Auteur : Hervé Chauris (P93)
Des structures géologiques à des kilomètres de profondeur dévoilent leurs secrets, en l’absence de forages, grâce à l’analyse des ondes élastiques qui traversent le milieu. Des techniques mathématiques comme l’inversion des formes d’ondes sont au cœur des méthodes d’imagerie du sous-sol les plus avancées.
L’imagerie par méthodes géophysiques a de nombreuses applications pour la connaissance du sous-sol, à des échelles et avec des résolutions différentes pour des sites d’intérêt qui se situent à quelques mètres de profondeur en dessous de la surface terrestre pour les études géotechniques, à quelques kilomètres pour la prospection et l’exploitation des ressources naturelles, et à des centaines de kilomètres pour la connaissance de notre globe terrestre4 . Obtenir une image du sous-sol signifie déterminer les propriétés des terrains par l’analyse de signaux émis par des sources et enregistrés par des capteurs en général placés à la surface. Les propriétés intéressantes sont celles qui influencent le phénomène physique mis en jeu, typiquement la propagation des ondes. Dans le cas de l’imagerie sismique, des ondes élastiques sont émises, et les capteurs enregistrent soit des variations de pression, soit des déplacements de particules. Le géophysicien sera intéressé par retrouver les vitesses de propagation des ondes, mais aussi la densité du milieu ou d’autres caractéristiques. La méthode de sismique réflexion occupe une place particulière parmi les méthodes de géophysique appliquées en industrie en raison de son utilisation prépondérante dans l’industrie pétrogazière dès les années 1950.

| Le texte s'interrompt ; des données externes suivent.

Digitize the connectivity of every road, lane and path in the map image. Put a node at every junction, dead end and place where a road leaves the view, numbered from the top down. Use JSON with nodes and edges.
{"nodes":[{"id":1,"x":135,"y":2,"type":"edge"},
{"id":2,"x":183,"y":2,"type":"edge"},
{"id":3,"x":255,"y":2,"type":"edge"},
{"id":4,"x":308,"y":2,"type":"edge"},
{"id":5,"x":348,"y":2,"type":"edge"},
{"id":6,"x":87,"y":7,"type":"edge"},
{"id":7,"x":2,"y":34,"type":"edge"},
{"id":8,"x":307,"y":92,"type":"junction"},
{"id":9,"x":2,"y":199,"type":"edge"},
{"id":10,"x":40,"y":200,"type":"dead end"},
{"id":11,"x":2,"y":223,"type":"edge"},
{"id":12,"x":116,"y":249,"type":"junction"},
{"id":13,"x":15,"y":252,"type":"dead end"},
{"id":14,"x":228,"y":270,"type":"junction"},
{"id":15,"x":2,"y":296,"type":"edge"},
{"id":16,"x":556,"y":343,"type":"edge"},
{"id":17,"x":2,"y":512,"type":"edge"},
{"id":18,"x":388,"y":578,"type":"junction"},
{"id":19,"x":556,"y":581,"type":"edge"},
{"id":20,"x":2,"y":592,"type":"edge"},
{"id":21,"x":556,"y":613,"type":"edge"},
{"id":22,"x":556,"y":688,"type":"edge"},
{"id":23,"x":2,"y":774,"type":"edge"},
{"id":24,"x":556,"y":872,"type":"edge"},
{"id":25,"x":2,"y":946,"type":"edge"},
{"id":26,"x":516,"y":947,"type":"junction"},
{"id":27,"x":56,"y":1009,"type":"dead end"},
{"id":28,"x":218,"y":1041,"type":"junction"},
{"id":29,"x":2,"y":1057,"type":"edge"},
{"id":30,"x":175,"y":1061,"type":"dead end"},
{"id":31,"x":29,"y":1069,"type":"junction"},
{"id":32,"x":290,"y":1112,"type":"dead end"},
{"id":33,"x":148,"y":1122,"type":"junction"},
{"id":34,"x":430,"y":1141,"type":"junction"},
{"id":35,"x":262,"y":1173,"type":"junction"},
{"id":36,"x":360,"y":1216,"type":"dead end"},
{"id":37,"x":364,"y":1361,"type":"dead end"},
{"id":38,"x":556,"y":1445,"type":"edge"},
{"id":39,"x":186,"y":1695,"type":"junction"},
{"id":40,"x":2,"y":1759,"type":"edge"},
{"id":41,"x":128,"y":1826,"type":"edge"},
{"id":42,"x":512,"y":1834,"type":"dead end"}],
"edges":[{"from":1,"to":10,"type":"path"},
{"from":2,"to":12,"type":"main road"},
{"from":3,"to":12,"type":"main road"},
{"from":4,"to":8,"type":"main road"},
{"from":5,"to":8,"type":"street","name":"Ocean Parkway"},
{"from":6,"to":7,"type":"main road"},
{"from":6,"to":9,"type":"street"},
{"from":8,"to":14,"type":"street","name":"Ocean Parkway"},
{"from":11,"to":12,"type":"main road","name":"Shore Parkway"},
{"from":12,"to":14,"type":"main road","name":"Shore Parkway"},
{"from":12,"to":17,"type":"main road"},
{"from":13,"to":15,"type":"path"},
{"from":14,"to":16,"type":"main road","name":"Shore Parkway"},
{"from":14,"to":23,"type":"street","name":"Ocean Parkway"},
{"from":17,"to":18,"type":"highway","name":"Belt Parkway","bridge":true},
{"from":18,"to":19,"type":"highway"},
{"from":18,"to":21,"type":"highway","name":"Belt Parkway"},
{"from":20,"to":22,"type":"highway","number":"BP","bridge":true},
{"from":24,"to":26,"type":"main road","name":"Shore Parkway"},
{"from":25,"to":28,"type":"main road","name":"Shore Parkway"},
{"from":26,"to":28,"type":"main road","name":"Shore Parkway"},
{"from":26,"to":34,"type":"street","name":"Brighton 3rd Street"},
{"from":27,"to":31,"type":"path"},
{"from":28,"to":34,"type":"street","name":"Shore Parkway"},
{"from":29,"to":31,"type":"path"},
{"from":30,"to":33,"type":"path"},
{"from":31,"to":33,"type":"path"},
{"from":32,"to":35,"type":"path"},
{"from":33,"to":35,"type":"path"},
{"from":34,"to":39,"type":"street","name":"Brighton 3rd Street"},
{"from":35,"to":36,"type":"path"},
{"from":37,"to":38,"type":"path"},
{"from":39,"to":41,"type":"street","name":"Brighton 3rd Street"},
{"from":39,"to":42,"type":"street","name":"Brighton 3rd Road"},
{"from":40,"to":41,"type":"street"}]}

En effet, cette méthode fournit les images du sous-sol avec la meilleure résolution et a par conséquent bénéficié d’investissements de recherche et développements très importants (de l’ordre de 90% des budgets R&D en géophysique, en proportion avec les budgets opérationnels correspondants).
Bien sûr, les solutions développées initialement pour l’exploration pétrolière trouvent des applications dans d’autres domaines qui utilisent les techniques d’imagerie.
L’INVERSION DES FORMES D’ONDES
Parmi les techniques d’imagerie de pointe, l’inversion des formes d’ondes (ou Full Waveform Inversion en anglais, “FWI”) s’est imposée ces dix dernières années comme l’outil préféré par l’industrie pour résoudre des problèmes d’imagerie très complexes du fait de la géologie des milieux explorés, tout en répondant aux exigences de coûts, de délais et d’échelle pour sa mise en œuvre dans des applications. Regardons plus en détail l’historique et le fonctionnement de cette technique d’imagerie.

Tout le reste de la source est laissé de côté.